Le marché n'est pas en train de chuter, il s'ajuste. Après des années de forte croissance, tirée par la demande intérieure et internationale, il était naturel que le volume des transactions trouve une limite. Cependant, le fait que les prix continuent d'augmenter de plus de 20 % d'une année sur l'autre montre que la pression reste intacte. Et cette pression ne provient pas d'une pure spéculation, comme on tente souvent de le simplifier, mais d'un déséquilibre évident entre l'offre et la demande.

Le Portugal continue de construire moins que ce dont il a besoin. Les quelque 26 000 logements achevés l'année dernière ne représentent qu'une fraction de ce qui était produit il y a vingt ans. L'octroi de licences reste lent, les coûts de construction sont élevés et l'accès au financement pour le développement immobilier reste limité. Tout cela contribue à ce que la nouvelle offre n'atteigne pas le marché avec l'ampleur nécessaire.
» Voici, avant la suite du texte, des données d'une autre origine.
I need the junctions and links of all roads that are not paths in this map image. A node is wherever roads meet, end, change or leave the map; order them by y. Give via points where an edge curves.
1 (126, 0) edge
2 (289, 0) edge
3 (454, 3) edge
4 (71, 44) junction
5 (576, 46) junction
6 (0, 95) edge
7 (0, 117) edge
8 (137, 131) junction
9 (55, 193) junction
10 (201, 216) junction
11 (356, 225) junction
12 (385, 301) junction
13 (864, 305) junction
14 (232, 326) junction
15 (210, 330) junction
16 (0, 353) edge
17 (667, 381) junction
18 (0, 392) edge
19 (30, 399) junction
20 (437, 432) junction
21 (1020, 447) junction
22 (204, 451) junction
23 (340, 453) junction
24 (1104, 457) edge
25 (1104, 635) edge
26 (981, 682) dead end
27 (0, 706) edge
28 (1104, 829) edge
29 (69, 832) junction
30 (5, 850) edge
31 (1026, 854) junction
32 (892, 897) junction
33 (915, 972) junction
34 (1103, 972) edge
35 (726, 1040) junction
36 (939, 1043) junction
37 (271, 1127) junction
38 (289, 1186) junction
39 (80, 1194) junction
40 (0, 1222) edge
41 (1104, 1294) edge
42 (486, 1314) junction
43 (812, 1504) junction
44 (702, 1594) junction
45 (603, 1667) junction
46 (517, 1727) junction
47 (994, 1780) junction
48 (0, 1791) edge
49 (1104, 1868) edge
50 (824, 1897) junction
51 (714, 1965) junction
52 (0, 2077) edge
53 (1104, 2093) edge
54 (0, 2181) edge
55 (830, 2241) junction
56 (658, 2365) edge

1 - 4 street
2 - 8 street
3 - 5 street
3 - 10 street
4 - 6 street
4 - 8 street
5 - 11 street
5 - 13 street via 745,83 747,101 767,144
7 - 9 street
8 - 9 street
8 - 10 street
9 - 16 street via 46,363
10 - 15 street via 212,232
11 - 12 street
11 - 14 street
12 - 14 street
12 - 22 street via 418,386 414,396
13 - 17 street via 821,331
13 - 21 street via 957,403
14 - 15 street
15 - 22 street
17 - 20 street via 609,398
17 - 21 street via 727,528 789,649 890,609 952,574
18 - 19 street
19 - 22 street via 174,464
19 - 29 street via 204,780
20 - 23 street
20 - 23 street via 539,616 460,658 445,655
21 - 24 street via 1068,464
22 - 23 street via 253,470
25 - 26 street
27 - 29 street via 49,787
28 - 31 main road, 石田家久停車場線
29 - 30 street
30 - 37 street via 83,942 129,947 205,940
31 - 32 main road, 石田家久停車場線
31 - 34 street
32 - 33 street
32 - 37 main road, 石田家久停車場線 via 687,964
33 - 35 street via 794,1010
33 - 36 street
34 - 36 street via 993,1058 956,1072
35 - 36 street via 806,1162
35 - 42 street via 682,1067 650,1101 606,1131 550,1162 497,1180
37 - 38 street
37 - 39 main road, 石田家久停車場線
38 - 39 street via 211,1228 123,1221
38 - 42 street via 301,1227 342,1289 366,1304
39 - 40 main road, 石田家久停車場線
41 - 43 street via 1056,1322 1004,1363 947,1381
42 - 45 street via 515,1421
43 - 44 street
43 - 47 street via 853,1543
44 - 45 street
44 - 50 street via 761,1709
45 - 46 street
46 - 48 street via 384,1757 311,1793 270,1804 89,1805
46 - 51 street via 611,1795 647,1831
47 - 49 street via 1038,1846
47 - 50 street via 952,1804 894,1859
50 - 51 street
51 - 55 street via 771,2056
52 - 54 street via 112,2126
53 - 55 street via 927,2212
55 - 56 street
Dans le même temps, la demande reste forte. Que ce soit pour des raisons démographiques, de mobilité internationale ou d'attractivité du pays, le Portugal reste dans le collimateur des investisseurs et des acheteurs. Même dans un contexte d'instabilité internationale et d'éventuelles hausses des taux d'intérêt, le marché reste actif, mais avec moins de dynamisme.

Le résultat est inévitable : moins de maisons vendues, mais plus chères. Ce scénario a un impact direct sur l'accessibilité financière, en particulier pour les jeunes et la classe moyenne, qui ont toujours du mal à suivre l'escalade des prix.

La question n'est plus de comprendre ce qui se passe. Cela est plus qu'identifié. La vraie question est de savoir quand nous attaquerons le problème à la racine. Sans une augmentation significative de l'offre, sans une simplification des processus et sans une stratégie claire pour le secteur, le marché continuera à fonctionner ainsi.

Et lorsqu'un marché fonctionne ainsi trop longtemps, il ne s'agit plus seulement d'un problème immobilier. Il devient un problème économique et social.